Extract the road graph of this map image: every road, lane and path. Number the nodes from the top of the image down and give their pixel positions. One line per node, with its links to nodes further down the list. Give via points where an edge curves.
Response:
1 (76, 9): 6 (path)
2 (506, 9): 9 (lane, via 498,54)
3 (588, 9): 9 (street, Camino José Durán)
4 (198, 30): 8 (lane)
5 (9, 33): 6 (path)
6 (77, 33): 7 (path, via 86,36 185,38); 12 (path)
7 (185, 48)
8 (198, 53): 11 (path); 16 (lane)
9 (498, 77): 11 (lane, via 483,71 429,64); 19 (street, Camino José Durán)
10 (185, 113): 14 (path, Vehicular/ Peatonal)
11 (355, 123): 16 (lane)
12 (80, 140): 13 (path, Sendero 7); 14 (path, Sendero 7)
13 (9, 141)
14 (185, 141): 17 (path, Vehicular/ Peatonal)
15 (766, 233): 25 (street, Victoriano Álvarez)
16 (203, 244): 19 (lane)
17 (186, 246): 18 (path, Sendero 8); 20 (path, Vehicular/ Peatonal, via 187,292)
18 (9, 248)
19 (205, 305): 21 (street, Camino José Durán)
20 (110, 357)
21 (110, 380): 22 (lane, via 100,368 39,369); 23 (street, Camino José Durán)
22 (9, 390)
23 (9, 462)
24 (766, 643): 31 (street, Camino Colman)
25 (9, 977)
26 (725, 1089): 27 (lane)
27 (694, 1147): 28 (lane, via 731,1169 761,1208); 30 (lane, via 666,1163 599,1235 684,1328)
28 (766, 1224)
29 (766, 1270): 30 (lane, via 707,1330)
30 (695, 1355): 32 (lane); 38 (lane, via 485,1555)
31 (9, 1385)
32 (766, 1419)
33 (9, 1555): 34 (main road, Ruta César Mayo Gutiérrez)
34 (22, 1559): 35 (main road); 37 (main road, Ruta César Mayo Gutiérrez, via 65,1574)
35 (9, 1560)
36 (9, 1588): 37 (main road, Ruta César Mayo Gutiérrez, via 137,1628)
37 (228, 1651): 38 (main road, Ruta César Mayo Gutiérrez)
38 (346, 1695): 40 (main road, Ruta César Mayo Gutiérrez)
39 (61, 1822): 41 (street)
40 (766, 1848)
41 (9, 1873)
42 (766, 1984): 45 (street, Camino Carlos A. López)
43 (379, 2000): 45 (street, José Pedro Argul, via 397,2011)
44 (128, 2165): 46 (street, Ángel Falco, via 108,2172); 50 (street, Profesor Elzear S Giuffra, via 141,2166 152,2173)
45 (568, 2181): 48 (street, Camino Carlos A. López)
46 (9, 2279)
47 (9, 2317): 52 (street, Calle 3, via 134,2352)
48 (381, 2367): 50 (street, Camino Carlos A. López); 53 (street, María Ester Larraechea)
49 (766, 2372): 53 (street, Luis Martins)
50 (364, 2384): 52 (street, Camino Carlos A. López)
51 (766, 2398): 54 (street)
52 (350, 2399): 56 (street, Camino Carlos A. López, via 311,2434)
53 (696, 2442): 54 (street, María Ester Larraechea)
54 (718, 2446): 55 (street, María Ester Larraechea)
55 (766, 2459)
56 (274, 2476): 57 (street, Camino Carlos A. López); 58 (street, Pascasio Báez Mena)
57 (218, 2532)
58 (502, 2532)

# # # # #

What you are asked to do: Using the records above, gather all lines where the string "López" is present.

Task solution:
42 (766, 1984): 45 (street, Camino Carlos A. López)
45 (568, 2181): 48 (street, Camino Carlos A. López)
48 (381, 2367): 50 (street, Camino Carlos A. López); 53 (street, María Ester Larraechea)
50 (364, 2384): 52 (street, Camino Carlos A. López)
52 (350, 2399): 56 (street, Camino Carlos A. López, via 311,2434)
56 (274, 2476): 57 (street, Camino Carlos A. López); 58 (street, Pascasio Báez Mena)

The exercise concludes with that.